## Prompt
If a line of the records contains the word "points", list it.

(Collected data entries)
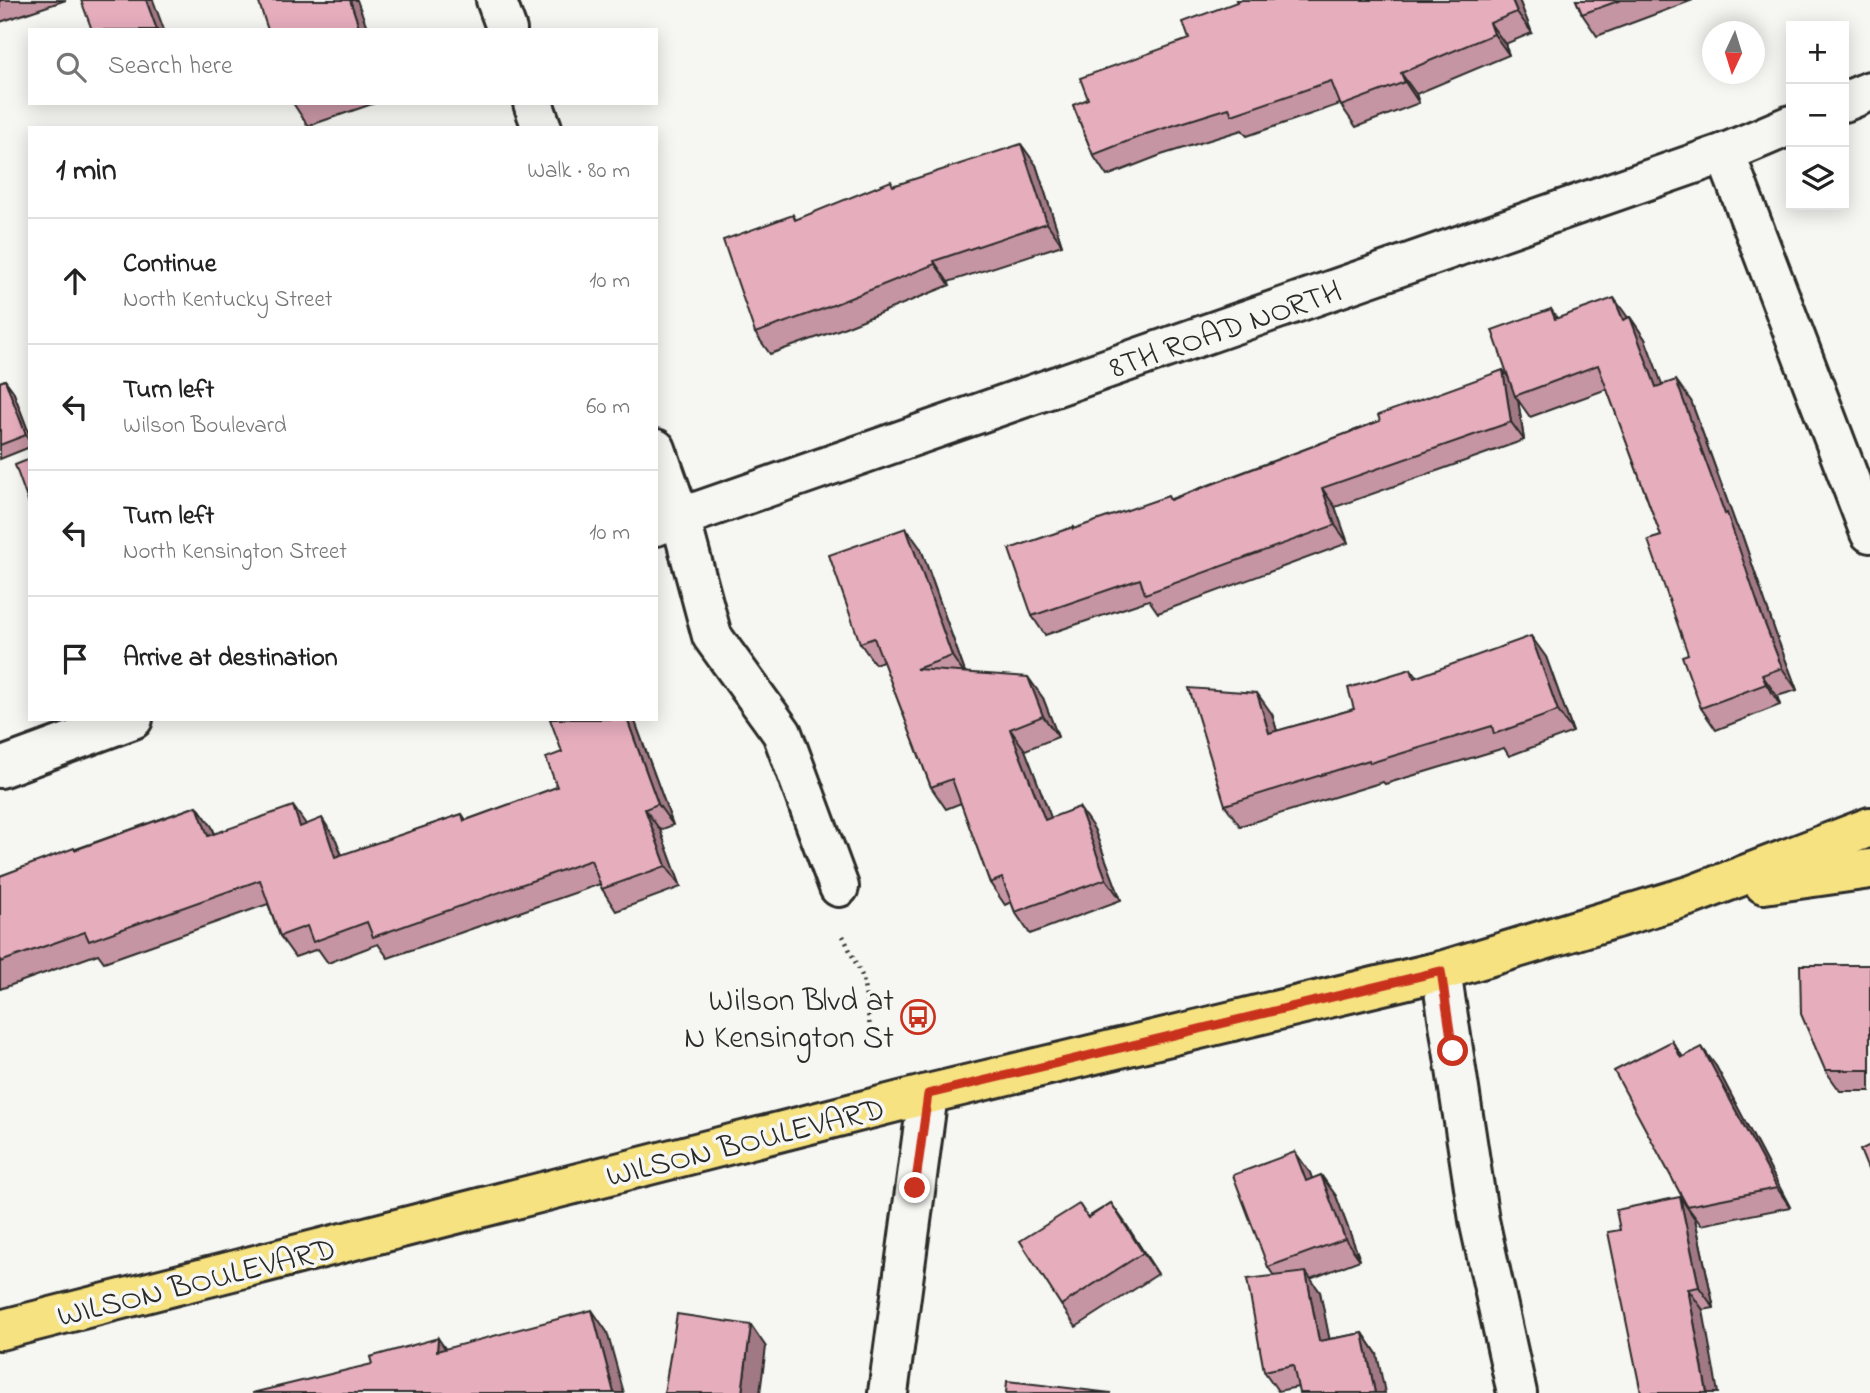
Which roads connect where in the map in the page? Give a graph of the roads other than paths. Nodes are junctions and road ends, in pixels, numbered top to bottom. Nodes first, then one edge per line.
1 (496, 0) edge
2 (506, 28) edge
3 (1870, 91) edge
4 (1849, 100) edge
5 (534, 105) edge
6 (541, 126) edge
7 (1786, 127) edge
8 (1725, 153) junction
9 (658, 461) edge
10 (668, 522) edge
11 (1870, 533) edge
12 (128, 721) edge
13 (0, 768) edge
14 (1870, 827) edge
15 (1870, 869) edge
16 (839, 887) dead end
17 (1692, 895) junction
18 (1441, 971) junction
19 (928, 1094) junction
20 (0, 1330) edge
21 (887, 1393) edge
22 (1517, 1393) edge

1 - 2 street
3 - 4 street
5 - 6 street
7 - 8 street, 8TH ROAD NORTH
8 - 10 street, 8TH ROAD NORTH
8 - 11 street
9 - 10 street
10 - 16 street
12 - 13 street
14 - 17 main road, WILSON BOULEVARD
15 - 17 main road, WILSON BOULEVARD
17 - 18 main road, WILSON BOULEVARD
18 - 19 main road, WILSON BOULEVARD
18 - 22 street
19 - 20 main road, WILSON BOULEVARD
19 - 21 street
* * *
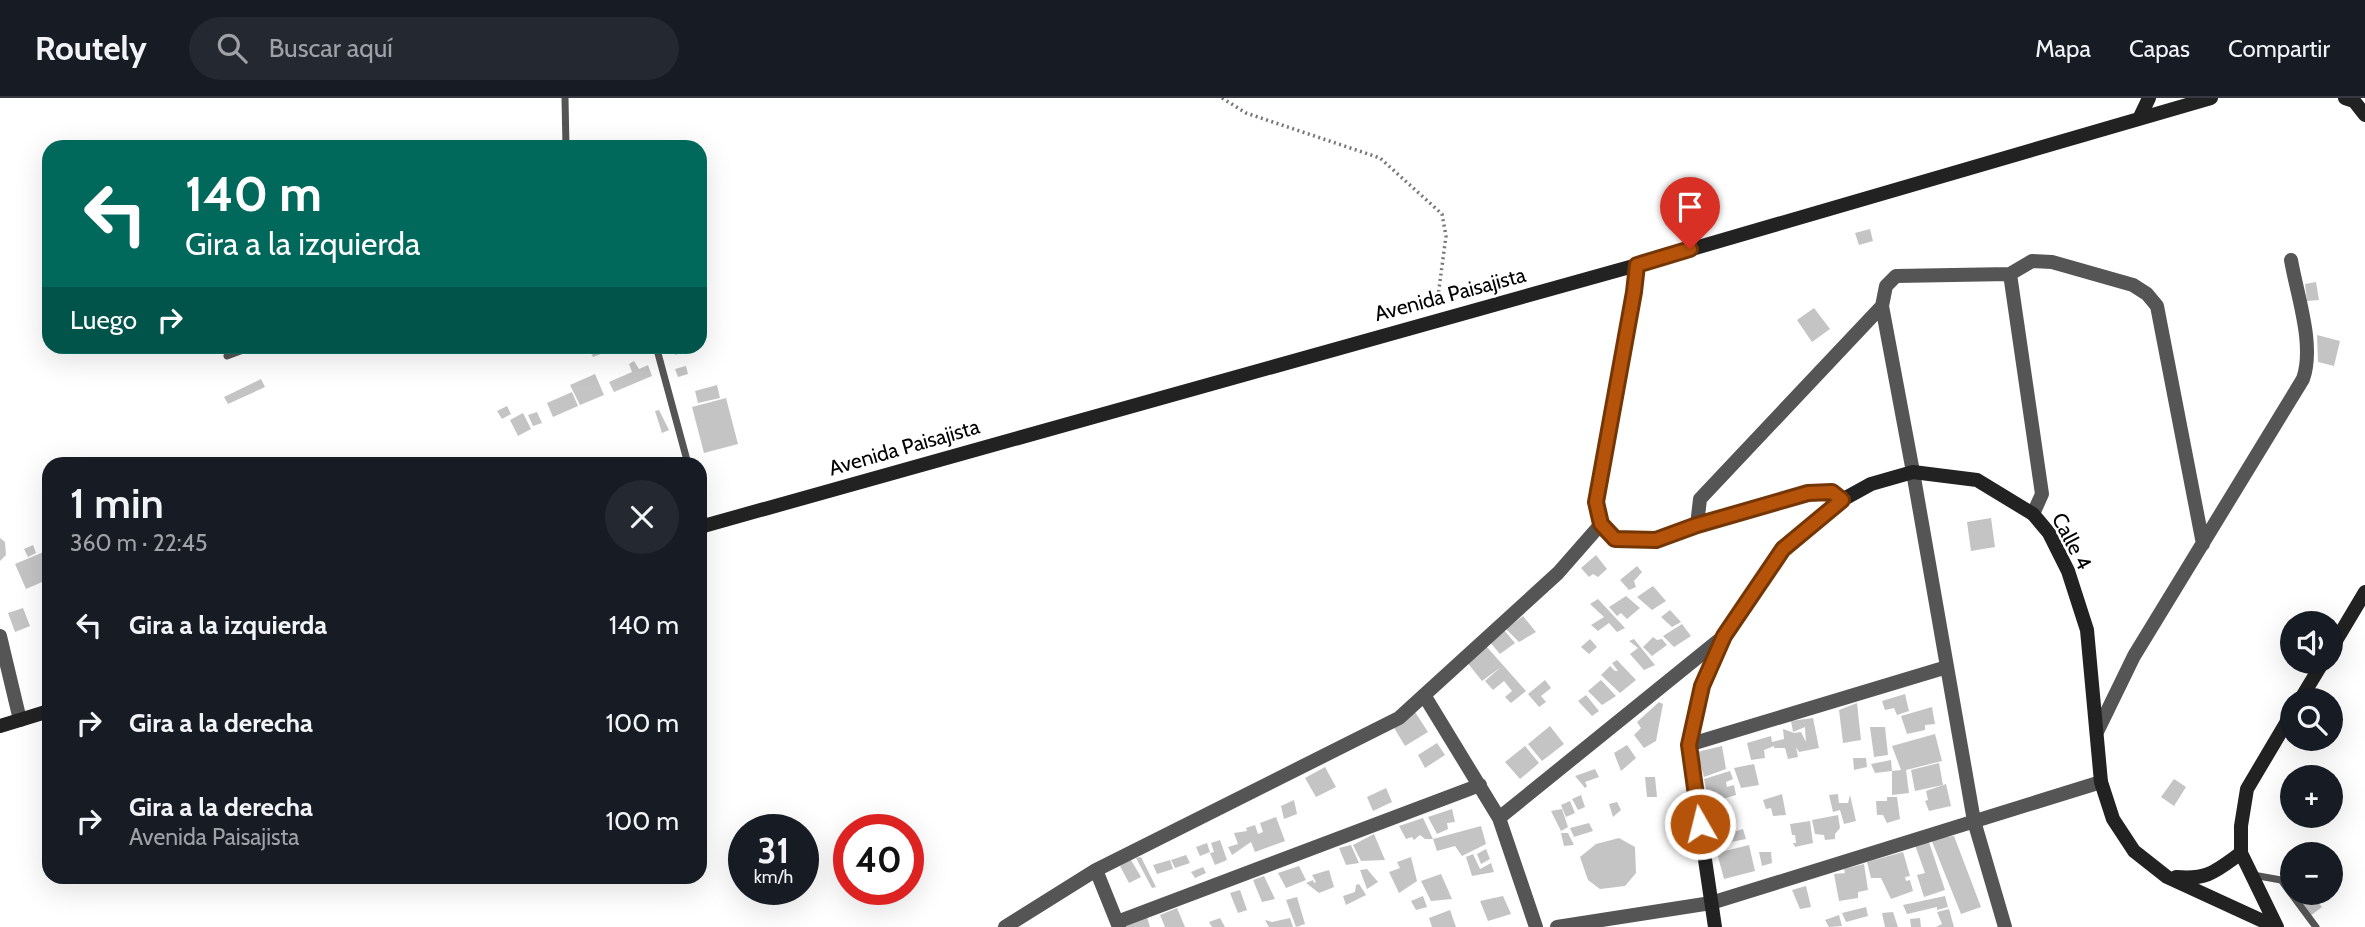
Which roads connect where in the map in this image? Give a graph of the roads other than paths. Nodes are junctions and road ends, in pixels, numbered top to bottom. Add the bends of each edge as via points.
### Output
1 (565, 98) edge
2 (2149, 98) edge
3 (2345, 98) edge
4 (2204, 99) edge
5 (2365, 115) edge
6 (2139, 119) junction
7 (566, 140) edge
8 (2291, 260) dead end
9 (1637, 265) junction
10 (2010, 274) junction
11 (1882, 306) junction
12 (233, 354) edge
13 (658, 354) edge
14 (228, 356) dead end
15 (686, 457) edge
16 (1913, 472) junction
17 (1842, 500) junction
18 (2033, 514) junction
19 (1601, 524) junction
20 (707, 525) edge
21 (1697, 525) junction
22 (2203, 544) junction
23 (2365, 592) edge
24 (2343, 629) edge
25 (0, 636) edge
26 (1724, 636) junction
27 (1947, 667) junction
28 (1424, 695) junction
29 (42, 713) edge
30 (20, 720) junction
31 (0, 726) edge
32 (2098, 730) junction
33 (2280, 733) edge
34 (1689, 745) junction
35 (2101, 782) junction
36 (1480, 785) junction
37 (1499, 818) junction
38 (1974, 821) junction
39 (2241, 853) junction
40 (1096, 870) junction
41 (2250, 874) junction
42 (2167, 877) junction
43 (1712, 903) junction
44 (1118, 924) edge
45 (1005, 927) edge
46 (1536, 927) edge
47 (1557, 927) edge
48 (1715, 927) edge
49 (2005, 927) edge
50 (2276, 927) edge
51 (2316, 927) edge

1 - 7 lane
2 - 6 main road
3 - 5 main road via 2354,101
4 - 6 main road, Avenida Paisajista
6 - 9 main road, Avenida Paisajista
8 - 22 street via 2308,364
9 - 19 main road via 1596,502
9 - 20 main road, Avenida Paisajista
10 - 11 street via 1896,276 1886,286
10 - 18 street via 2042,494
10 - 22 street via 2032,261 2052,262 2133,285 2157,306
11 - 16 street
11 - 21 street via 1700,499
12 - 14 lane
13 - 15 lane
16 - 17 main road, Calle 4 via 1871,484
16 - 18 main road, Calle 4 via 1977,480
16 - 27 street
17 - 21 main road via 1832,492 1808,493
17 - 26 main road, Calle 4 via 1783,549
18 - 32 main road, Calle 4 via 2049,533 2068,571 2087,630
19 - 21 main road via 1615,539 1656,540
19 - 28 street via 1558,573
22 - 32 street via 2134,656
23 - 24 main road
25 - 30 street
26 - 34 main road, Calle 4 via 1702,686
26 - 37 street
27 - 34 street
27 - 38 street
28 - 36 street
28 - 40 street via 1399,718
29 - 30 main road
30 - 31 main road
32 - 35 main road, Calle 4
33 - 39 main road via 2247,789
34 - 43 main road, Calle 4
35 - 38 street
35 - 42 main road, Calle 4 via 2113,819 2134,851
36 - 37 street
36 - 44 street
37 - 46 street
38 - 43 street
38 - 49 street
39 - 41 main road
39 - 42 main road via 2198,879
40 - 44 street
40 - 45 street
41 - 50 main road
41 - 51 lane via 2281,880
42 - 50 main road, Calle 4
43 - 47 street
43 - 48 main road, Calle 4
--
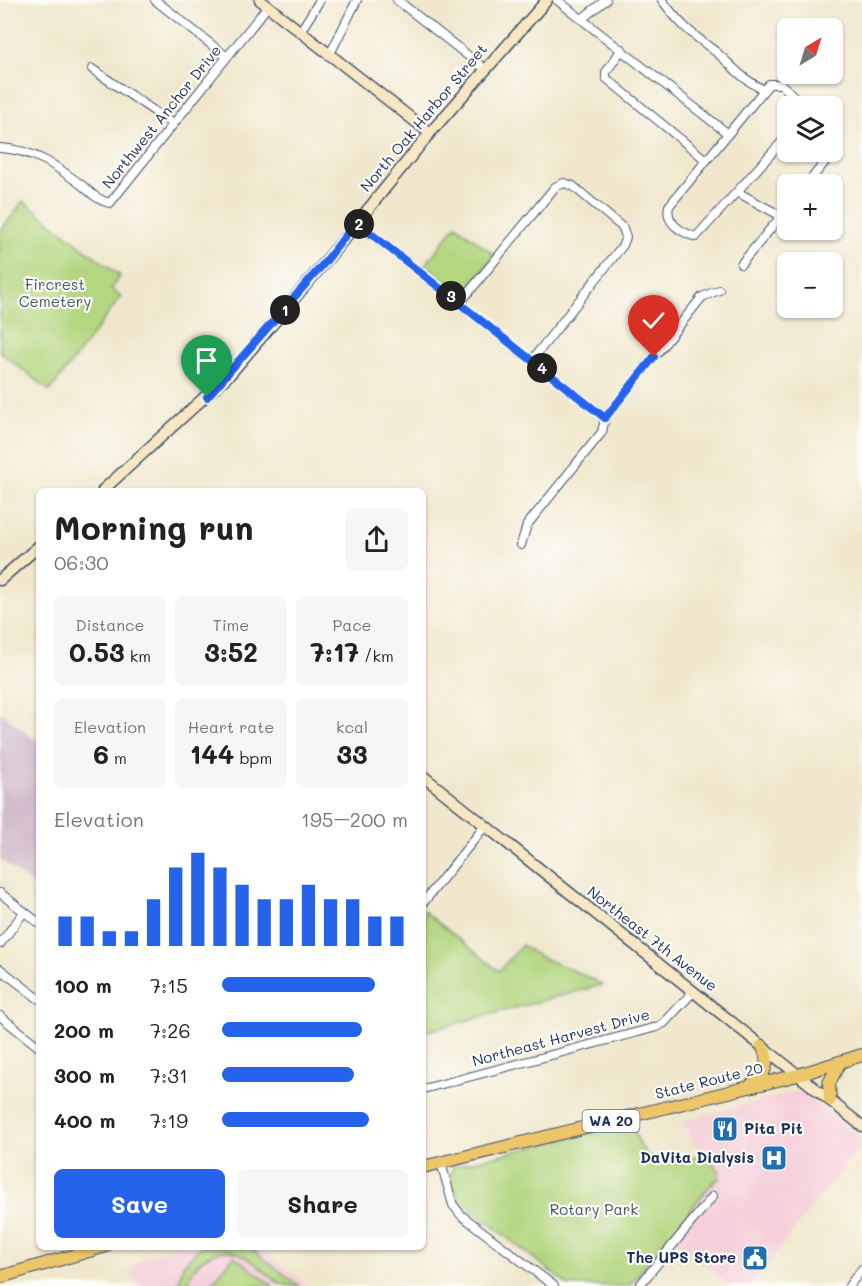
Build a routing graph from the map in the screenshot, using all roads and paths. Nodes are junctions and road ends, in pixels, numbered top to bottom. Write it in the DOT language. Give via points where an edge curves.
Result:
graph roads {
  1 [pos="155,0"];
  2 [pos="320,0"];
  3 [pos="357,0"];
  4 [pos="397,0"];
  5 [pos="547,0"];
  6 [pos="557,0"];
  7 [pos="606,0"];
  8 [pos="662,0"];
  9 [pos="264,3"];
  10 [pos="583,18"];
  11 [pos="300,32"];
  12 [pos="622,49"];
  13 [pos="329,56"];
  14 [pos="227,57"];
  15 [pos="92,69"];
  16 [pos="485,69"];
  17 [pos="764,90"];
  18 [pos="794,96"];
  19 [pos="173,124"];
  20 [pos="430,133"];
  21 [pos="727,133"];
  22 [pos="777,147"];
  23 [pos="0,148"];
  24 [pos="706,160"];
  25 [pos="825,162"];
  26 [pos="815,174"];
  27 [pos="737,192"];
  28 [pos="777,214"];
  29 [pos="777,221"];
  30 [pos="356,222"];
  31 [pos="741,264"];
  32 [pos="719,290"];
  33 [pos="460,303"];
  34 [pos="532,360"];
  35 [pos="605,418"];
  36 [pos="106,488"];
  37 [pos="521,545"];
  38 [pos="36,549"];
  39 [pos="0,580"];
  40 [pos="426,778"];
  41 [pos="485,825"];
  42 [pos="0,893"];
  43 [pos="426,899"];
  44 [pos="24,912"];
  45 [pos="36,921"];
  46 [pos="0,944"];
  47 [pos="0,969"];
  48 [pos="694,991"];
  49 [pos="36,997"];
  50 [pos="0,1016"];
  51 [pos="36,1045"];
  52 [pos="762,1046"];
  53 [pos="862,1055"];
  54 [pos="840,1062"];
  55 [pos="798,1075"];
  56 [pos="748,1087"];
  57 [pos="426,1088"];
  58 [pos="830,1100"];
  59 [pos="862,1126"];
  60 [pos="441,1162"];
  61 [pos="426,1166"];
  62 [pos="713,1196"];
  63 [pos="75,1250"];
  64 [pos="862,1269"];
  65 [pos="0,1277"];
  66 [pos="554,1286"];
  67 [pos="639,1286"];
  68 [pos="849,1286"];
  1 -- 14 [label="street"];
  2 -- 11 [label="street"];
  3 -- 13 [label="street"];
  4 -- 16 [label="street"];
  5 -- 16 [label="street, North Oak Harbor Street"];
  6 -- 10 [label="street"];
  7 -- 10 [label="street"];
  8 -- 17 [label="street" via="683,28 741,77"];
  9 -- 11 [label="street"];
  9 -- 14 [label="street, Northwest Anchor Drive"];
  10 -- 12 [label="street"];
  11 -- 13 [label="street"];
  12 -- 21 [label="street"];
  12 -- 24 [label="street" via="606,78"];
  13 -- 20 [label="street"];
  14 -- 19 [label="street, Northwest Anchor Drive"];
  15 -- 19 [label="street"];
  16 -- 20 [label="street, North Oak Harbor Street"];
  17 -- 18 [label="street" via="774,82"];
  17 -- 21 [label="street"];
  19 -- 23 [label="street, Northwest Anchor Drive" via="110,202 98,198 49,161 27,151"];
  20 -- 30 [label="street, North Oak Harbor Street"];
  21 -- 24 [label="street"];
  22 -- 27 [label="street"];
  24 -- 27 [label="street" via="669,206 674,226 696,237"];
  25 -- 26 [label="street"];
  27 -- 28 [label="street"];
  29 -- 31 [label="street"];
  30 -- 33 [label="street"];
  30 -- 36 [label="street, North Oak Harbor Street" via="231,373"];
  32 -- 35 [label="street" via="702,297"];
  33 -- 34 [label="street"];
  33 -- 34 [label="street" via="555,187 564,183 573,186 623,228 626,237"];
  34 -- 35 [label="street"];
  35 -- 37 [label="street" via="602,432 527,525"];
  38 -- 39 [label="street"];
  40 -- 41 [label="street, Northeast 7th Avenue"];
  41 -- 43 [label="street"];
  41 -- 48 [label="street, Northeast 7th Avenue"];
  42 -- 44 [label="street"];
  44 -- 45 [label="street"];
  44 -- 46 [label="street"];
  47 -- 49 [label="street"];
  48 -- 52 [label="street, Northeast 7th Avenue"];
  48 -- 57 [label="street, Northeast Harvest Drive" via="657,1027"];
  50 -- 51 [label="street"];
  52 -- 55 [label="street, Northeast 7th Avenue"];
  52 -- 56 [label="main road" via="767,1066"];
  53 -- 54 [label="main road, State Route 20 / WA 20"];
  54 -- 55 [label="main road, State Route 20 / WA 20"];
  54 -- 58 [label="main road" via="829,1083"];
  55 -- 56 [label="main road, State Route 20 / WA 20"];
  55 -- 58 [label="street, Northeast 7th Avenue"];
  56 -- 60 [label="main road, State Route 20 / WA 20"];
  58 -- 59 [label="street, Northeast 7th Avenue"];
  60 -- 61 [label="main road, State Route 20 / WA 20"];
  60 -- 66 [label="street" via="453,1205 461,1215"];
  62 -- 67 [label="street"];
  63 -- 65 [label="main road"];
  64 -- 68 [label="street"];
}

## Your solution
Which roads connect where in the map in this image? Give a graph of the roads other than paths. Nodes are junctions and road ends, in pixels, numbered top to bottom. Add the bends of each edge as via points.
Build a routing graph from the map in the screenshot, using all roads and paths. Nodes are junctions and road ends, in pixels, numbered top to bottom. Write it in the DOT language. Give via points where an edge curves.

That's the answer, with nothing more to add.